▶ **Dataset entries**
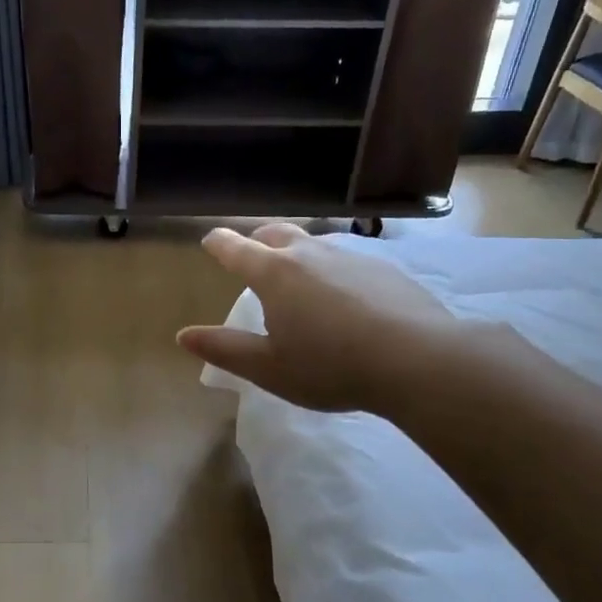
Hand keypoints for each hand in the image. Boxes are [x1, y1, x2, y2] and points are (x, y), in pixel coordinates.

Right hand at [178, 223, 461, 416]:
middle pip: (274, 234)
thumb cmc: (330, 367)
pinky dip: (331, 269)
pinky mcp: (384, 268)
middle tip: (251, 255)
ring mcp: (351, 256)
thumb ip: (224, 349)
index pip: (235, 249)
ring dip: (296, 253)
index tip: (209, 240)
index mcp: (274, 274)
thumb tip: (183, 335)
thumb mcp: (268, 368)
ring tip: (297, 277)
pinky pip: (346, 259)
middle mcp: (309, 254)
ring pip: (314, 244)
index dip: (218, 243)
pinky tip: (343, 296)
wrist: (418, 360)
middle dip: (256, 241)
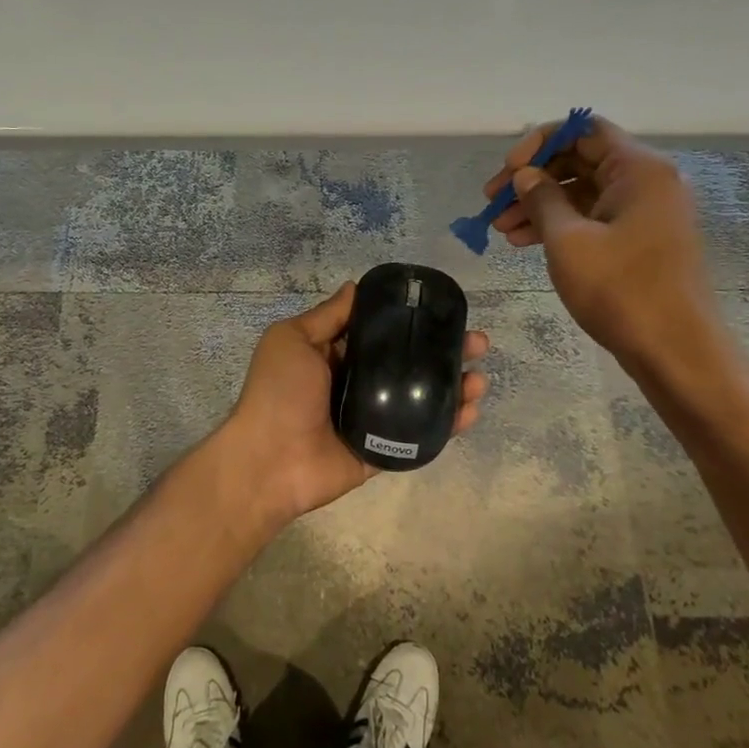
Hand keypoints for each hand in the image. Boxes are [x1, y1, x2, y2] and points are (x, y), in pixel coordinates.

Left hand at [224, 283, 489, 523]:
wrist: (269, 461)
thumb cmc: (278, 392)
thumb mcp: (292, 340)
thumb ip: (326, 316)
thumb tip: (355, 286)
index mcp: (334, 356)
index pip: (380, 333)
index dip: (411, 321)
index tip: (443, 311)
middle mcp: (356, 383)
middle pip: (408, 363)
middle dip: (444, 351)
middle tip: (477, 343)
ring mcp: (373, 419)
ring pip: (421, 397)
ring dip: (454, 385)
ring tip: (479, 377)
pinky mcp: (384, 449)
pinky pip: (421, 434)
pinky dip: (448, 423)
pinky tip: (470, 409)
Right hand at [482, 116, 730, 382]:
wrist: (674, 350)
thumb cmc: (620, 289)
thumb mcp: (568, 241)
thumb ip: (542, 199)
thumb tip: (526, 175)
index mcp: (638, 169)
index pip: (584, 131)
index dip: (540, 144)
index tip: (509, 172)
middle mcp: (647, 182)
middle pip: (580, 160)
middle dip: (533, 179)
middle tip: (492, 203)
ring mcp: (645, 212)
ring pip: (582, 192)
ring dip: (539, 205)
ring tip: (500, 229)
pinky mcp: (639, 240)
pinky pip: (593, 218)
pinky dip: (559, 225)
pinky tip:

▶ **Exercise**
The output should be exactly the lines above from the line containing "thumb ip: (326, 316)" to the line containing "middle tip: (492, 203)", inclusive, with no other lines.

▶ **Output for this task**
thumb ip: (326, 316)
thumb tip: (355, 286)
index mcp: (334, 356)
index pip: (380, 333)
index dip: (411, 321)
index tip: (443, 311)
middle mcp: (356, 383)
middle pip: (408, 363)
middle dip: (444, 351)
middle tip: (477, 343)
ring mcp: (373, 419)
ring pip: (421, 397)
ring dip: (454, 385)
ring tip: (479, 377)
pinky mcp: (384, 449)
pinky pip: (421, 434)
pinky dip: (448, 423)
pinky tip: (470, 409)
Right hand at [482, 116, 730, 382]:
wrist: (674, 350)
thumb cmc: (620, 289)
thumb mcp: (568, 241)
thumb ip: (542, 199)
thumb tip: (526, 175)
index mcp: (638, 169)
index pip: (584, 131)
index dip: (540, 144)
index tip: (509, 172)
middle mcp: (647, 182)
middle pip: (580, 160)
middle dip: (533, 179)
middle tip: (492, 203)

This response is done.